Landesflüchtlingsrat startet in Bützow Aufklärungstour durch Mecklenburg-Vorpommern.

svz.de von
21. April 2015, 17:56 Uhr

Ein Zelt, so groß, dass es sich zwei Camper darin gemütlich machen könnten. Allerdings müssen hier  acht Flüchtlinge  auf engstem Raum auskommen. Und das nicht für einen Wochenendausflug, sondern über Monate.   Unter welchen Bedingungen Flüchtlinge mitunter leben, konnten Interessierte gestern auf dem Bützower Marktplatz hautnah erleben.

Unter dem Eindruck der Flüchtlingskatastrophen im Mittelmeer  begann der Landesflüchtlingsrat seine Flüchtlingszelttour durch MV.  Ulrike Seemann-Katz, Vorsitzende des Flüchtlingsrates, gab unter dem Motto „Aufklären und aktiv werden statt hetzen!“ Einblick in das Leben  in Zeltlagern. Eines der  Zelte  der Vereinten Nationen  war auf dem Marktplatz aufgebaut:   Pro Kopf gibt es eine Decke, einen Blechteller, einen Löffel, eine Blechtasse und einen Topf pro Zelt. „Da weiß man, wie gut es uns geht. Ein Zelt ist ja kein richtiges Zuhause“, sagte Sabine Prescher aus Bützow als sie in dem Zelt steht. Keine zwei Wochen sei diese Unterkunft auszuhalten. Die Realität sieht anders aus, teilweise  leben die Flüchtlinge über Jahre in Zelten.

„Wenn man hier ein Jahr  verbringen muss, wird man schon durch die Umstände krank“, weiß Ulrike Seemann-Katz. Sie beantwortete Fragen, diskutierte und informierte. Rund 120 Flüchtlinge leben in der 7500-Einwohner-Stadt, Sie beantwortete Fragen, diskutierte und informierte. Rund 120 Flüchtlinge leben in der 7500-Einwohner-Stadt. „Ein Grund, weshalb wir das hier machen ist, damit ein Bild im Kopf entsteht“, erklärt die Vorsitzende. Denn auch in dem Zelt ist es nur schwer vorstellbar, wie Flüchtlinge täglich um ihr Leben kämpfen.

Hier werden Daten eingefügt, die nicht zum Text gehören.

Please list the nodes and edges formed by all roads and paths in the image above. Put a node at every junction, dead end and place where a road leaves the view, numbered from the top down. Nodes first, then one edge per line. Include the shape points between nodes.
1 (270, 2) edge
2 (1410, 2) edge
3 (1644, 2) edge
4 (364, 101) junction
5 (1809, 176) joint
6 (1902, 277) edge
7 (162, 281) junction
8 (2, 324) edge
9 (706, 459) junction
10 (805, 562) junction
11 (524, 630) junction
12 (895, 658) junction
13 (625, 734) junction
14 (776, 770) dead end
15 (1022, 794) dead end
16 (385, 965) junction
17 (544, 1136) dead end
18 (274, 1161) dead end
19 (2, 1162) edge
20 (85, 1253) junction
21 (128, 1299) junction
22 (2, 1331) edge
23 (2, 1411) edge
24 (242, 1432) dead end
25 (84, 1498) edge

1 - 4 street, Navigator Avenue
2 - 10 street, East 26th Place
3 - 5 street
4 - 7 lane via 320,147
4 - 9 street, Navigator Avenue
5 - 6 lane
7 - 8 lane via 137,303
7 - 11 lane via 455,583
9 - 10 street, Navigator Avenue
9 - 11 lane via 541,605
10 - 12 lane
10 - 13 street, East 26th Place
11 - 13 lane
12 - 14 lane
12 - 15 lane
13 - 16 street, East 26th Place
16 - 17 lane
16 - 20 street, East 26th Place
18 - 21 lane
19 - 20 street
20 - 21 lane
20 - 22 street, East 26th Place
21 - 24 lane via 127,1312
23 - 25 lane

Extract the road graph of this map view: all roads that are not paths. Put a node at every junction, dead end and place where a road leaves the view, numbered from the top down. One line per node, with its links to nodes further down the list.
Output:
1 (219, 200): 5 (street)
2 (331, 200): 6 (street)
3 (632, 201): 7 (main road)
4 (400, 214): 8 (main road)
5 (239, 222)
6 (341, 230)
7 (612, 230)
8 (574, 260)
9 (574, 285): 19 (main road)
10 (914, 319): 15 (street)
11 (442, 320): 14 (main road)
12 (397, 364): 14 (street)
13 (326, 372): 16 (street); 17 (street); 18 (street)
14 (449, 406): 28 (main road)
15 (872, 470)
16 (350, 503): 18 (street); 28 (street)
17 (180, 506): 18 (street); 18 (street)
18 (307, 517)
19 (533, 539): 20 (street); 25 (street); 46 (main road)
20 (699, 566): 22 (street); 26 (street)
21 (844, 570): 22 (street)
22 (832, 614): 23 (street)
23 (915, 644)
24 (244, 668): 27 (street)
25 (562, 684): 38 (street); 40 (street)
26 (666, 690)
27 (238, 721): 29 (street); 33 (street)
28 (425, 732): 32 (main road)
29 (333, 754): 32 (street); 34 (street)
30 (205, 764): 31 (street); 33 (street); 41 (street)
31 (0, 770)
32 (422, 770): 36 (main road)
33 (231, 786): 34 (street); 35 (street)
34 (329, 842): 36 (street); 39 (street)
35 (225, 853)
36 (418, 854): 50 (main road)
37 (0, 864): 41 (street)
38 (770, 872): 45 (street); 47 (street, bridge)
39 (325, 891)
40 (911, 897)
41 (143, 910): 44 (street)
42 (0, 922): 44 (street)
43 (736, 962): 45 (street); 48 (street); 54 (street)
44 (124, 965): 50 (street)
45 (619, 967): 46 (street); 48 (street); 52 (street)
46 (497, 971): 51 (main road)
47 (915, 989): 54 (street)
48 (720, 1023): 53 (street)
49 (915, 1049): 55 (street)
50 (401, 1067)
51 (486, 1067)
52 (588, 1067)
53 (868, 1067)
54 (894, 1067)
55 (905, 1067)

„Ich glaube, das große Problem ist die Menge der Menschen, die hier drin wohnen“, sagte Schüler Chris Burmeister vom Geschwister-Scholl-Gymnasium im Gespräch mit der Vorsitzenden. Moritz Wittenburg von der Käthe-Kollwitz-Schule pflichtete ihm bei: „Ich finde es ja schon jetzt ziemlich eng und auf längere Zeit mit vielen Menschen ist das ziemlich krass.“

Erklärtes Ziel der Aktion ist neben der Aufklärung, das von weltweit 56 Millionen Flüchtlingen in Zukunft deutlich mehr eine Chance auf ein besseres Leben bekommen. Aktuell verbleiben 80 Prozent von ihnen in Entwicklungsländern und nur ein winziger Teil komme nach Europa. „Die Europäische Union muss da  was tun. Es kann nicht sein, dass Menschen im Mittelmeer ertrinken“, forderte Seemann-Katz mit Blick auf das Flüchtlingsunglück bei Lampedusa vor wenigen Tagen.

Flüchtlinge, die es nach MV schaffen, haben hier einen Anspruch auf sechs Quadratmeter, ein Bett, einen Stuhl sowie einen eigenen oder einen Teil von einem Schrank und einem Tisch. Nicht viel, aber „das ist schon viel besser als das hier“, sagt Seemann-Katz im Zelt. „Deshalb machen mehr und mehr Menschen sich auf den Weg.“Weitere Stationen sind z.B. Güstrow (24. April), Stralsund (27. April), Torgelow (29. April) und Sanitz (30. April).